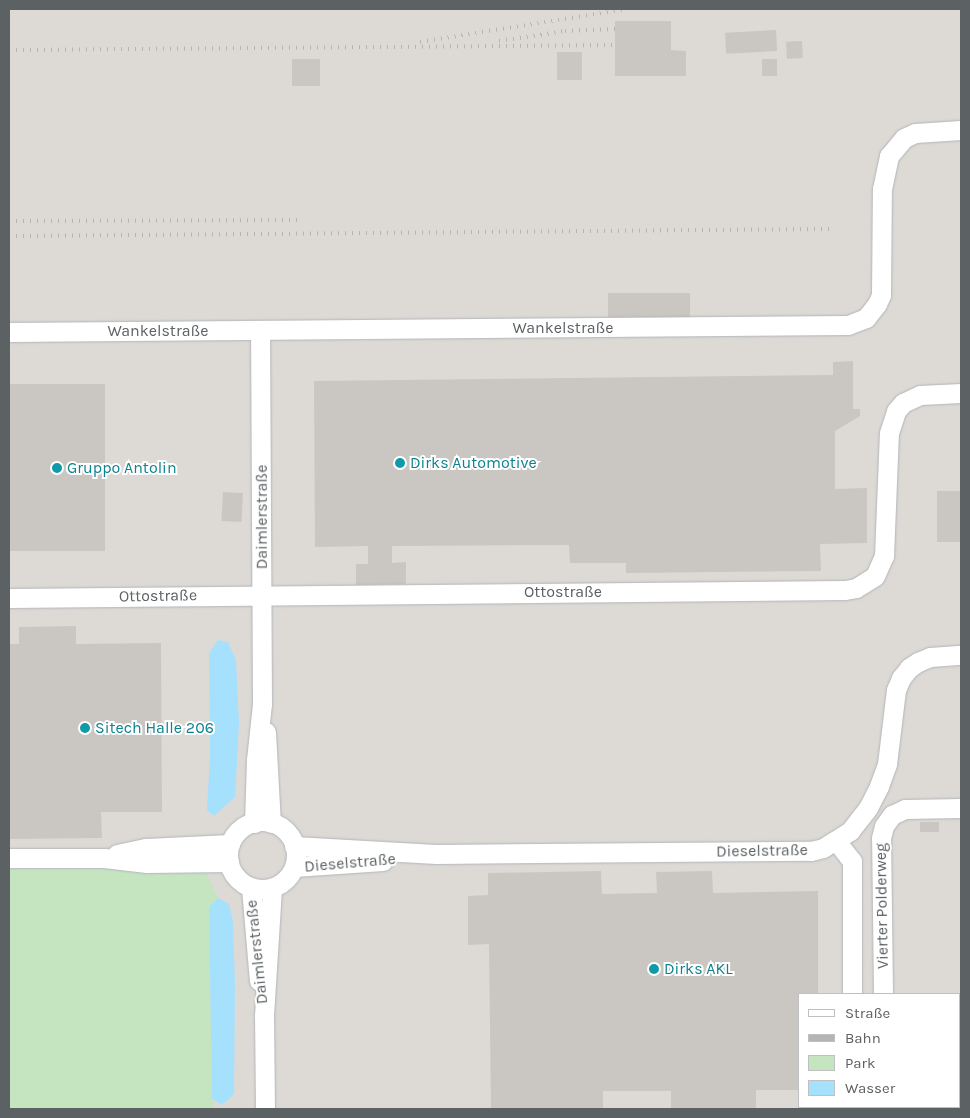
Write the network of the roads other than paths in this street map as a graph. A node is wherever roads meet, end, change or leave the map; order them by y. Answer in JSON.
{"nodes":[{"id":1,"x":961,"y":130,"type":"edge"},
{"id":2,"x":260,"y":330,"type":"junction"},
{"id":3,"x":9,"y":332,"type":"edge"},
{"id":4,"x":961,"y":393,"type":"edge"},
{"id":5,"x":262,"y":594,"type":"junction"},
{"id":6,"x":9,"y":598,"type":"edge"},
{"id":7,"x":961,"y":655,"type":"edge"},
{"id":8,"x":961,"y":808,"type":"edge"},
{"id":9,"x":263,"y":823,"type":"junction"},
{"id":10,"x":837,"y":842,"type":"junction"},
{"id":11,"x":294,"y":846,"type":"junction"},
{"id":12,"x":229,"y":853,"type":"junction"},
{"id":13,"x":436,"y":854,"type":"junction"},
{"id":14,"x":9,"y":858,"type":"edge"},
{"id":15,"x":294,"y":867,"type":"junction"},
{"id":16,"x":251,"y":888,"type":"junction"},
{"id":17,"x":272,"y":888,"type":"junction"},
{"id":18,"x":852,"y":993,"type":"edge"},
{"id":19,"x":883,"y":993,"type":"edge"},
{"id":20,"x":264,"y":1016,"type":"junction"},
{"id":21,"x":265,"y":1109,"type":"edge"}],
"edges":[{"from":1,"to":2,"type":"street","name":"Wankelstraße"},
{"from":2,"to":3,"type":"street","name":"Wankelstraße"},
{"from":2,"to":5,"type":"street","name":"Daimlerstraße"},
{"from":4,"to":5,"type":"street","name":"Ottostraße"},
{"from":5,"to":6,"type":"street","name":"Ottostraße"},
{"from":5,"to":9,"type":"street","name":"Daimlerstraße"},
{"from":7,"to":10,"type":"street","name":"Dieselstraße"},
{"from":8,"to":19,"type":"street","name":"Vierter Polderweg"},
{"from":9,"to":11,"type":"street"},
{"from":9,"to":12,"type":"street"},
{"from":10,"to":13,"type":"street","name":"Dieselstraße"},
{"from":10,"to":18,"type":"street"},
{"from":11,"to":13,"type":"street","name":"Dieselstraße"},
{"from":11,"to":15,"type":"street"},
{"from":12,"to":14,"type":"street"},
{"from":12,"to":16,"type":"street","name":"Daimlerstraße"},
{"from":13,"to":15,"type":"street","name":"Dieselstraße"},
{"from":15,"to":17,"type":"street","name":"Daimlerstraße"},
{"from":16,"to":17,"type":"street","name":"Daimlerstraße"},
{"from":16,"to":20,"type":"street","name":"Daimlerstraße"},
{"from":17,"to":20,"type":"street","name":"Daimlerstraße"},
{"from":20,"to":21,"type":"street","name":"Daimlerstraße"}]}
════════════════════
◆ Exercise aim: Pictures aside, every entry above must be repeated exactly.

◆ Written answer:
Write the network of the roads other than paths in this street map as a graph. A node is wherever roads meet, end, change or leave the map; order them by y. Answer in JSON.
{"nodes":[{"id":1,"x":961,"y":130,"type":"edge"},
{"id":2,"x":260,"y":330,"type":"junction"},
{"id":3,"x":9,"y":332,"type":"edge"},
{"id":4,"x":961,"y":393,"type":"edge"},
{"id":5,"x":262,"y":594,"type":"junction"},
{"id":6,"x":9,"y":598,"type":"edge"},
{"id":7,"x":961,"y":655,"type":"edge"},
{"id":8,"x":961,"y":808,"type":"edge"},
{"id":9,"x":263,"y":823,"type":"junction"},
{"id":10,"x":837,"y":842,"type":"junction"},
{"id":11,"x":294,"y":846,"type":"junction"},
{"id":12,"x":229,"y":853,"type":"junction"},
{"id":13,"x":436,"y":854,"type":"junction"},
{"id":14,"x":9,"y":858,"type":"edge"},
{"id":15,"x":294,"y":867,"type":"junction"},
{"id":16,"x":251,"y":888,"type":"junction"},
{"id":17,"x":272,"y":888,"type":"junction"},
{"id":18,"x":852,"y":993,"type":"edge"},
{"id":19,"x":883,"y":993,"type":"edge"},
{"id":20,"x":264,"y":1016,"type":"junction"},
{"id":21,"x":265,"y":1109,"type":"edge"}],
"edges":[{"from":1,"to":2,"type":"street","name":"Wankelstraße"},
{"from":2,"to":3,"type":"street","name":"Wankelstraße"},
{"from":2,"to":5,"type":"street","name":"Daimlerstraße"},
{"from":4,"to":5,"type":"street","name":"Ottostraße"},
{"from":5,"to":6,"type":"street","name":"Ottostraße"},
{"from":5,"to":9,"type":"street","name":"Daimlerstraße"},
{"from":7,"to":10,"type":"street","name":"Dieselstraße"},
{"from":8,"to":19,"type":"street","name":"Vierter Polderweg"},
{"from":9,"to":11,"type":"street"},
{"from":9,"to":12,"type":"street"},
{"from":10,"to":13,"type":"street","name":"Dieselstraße"},
{"from":10,"to":18,"type":"street"},
{"from":11,"to":13,"type":"street","name":"Dieselstraße"},
{"from":11,"to":15,"type":"street"},
{"from":12,"to":14,"type":"street"},
{"from":12,"to":16,"type":"street","name":"Daimlerstraße"},
{"from":13,"to":15,"type":"street","name":"Dieselstraße"},
{"from":15,"to":17,"type":"street","name":"Daimlerstraße"},
{"from":16,"to":17,"type":"street","name":"Daimlerstraße"},
{"from":16,"to":20,"type":"street","name":"Daimlerstraße"},
{"from":17,"to":20,"type":"street","name":"Daimlerstraße"},
{"from":20,"to":21,"type":"street","name":"Daimlerstraße"}]}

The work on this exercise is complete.